Records shown

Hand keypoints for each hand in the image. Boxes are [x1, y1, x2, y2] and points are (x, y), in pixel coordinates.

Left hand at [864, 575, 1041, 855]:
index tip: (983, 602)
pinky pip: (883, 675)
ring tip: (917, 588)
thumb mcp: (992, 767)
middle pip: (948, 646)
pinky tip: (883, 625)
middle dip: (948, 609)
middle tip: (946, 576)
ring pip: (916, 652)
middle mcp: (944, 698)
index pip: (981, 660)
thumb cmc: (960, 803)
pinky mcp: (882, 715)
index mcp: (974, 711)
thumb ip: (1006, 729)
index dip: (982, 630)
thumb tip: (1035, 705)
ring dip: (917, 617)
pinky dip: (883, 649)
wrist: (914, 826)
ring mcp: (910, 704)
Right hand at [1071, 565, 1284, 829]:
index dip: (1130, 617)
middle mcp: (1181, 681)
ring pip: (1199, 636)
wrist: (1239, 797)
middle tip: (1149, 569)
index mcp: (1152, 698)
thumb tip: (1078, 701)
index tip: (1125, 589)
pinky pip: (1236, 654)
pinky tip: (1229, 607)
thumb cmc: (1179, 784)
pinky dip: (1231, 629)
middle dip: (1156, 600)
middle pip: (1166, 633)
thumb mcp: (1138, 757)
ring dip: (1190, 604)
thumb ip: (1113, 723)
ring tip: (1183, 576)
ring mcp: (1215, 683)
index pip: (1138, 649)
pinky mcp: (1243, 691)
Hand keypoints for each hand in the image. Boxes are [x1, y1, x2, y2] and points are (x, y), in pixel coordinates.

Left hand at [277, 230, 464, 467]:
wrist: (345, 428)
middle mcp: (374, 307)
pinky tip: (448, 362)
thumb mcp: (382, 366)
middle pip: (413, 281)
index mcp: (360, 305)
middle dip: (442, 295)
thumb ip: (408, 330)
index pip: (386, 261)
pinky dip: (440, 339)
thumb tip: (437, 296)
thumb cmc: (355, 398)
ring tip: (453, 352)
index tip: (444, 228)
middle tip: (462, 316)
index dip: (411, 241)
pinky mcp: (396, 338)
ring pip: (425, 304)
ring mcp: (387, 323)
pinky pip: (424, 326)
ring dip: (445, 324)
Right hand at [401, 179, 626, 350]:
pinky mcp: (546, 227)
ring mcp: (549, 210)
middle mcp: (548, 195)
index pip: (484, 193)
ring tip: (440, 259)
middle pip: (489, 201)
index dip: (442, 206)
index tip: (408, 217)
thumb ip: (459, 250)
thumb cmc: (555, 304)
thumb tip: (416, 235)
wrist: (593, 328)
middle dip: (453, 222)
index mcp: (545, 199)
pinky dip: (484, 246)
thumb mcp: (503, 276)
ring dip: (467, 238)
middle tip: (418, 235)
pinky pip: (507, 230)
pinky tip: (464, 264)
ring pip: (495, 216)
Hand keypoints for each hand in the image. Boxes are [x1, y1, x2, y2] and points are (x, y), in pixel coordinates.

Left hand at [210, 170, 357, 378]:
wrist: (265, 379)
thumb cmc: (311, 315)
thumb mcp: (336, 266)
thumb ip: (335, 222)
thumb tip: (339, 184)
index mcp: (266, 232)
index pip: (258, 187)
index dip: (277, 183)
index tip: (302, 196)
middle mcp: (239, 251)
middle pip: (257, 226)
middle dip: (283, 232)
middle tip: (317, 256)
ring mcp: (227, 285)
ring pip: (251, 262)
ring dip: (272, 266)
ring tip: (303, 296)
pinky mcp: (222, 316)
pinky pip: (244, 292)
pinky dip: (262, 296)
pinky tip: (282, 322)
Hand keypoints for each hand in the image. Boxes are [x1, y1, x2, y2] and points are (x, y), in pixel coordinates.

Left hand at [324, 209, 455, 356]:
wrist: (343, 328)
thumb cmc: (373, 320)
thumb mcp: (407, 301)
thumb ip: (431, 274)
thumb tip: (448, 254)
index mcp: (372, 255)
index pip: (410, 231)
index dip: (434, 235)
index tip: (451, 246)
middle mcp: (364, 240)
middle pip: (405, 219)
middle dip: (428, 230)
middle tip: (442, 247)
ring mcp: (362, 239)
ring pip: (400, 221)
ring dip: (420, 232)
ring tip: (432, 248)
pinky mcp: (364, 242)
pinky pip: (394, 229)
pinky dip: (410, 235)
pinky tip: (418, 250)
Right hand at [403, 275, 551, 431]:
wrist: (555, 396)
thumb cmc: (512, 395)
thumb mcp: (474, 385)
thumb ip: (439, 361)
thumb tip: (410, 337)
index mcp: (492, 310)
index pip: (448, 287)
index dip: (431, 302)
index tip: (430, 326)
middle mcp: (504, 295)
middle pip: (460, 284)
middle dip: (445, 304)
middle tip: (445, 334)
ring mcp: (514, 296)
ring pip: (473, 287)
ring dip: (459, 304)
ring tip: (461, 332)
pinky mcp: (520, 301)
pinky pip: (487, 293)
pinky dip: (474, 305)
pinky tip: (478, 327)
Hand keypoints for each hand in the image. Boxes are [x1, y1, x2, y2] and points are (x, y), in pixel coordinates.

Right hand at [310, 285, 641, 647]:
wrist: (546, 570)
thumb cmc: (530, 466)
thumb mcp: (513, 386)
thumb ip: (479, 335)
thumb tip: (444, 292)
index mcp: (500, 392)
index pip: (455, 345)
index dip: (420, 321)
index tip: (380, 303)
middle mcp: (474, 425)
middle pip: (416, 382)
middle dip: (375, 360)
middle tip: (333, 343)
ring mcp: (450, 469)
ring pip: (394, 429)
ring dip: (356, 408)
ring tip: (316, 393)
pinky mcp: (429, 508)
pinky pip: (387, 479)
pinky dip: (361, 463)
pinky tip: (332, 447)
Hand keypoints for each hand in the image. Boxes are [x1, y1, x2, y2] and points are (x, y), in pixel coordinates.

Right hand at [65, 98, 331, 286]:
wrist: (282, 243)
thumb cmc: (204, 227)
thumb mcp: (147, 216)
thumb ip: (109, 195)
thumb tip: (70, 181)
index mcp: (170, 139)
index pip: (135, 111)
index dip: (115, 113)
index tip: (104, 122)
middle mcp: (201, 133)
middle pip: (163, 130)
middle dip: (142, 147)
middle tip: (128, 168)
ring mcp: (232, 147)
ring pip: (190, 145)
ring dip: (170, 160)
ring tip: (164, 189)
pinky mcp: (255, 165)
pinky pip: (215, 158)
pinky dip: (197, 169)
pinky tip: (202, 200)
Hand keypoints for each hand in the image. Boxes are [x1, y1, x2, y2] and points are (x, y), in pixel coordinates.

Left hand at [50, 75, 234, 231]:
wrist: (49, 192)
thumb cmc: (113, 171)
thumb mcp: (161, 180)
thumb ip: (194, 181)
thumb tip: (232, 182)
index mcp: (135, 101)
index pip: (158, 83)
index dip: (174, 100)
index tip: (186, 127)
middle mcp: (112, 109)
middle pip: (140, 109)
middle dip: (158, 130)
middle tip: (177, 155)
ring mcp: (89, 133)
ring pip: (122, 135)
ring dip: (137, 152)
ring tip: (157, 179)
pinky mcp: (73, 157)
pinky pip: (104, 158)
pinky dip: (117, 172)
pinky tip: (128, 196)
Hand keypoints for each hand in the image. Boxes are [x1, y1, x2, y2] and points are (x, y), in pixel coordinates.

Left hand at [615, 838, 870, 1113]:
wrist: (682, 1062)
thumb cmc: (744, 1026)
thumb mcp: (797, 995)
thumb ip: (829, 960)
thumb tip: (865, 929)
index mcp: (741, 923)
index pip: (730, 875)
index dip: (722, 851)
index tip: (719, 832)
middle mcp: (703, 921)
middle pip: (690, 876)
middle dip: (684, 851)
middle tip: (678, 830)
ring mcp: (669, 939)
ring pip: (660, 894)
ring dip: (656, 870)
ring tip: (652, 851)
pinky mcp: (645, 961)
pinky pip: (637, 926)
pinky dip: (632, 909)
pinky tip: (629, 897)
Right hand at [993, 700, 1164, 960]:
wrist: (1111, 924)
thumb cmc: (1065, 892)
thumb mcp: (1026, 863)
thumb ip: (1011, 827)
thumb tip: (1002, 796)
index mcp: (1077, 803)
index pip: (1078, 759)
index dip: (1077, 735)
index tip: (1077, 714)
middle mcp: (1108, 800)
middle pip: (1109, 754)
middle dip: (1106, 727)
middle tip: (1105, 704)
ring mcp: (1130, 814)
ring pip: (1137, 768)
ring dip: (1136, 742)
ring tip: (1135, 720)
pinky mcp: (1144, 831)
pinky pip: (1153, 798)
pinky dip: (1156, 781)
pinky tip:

What the exercise asks
Every line of the listing above that includes "wrist" should be copied out.

Solution to this problem
wrist: (914, 826)
wrist: (1239, 797)
wrist: (345, 428)
wrist: (593, 328)
wrist: (265, 379)
wrist: (343, 328)
wrist: (555, 396)
wrist: (546, 570)
wrist: (282, 243)
wrist: (49, 192)
wrist: (682, 1062)
wrist: (1111, 924)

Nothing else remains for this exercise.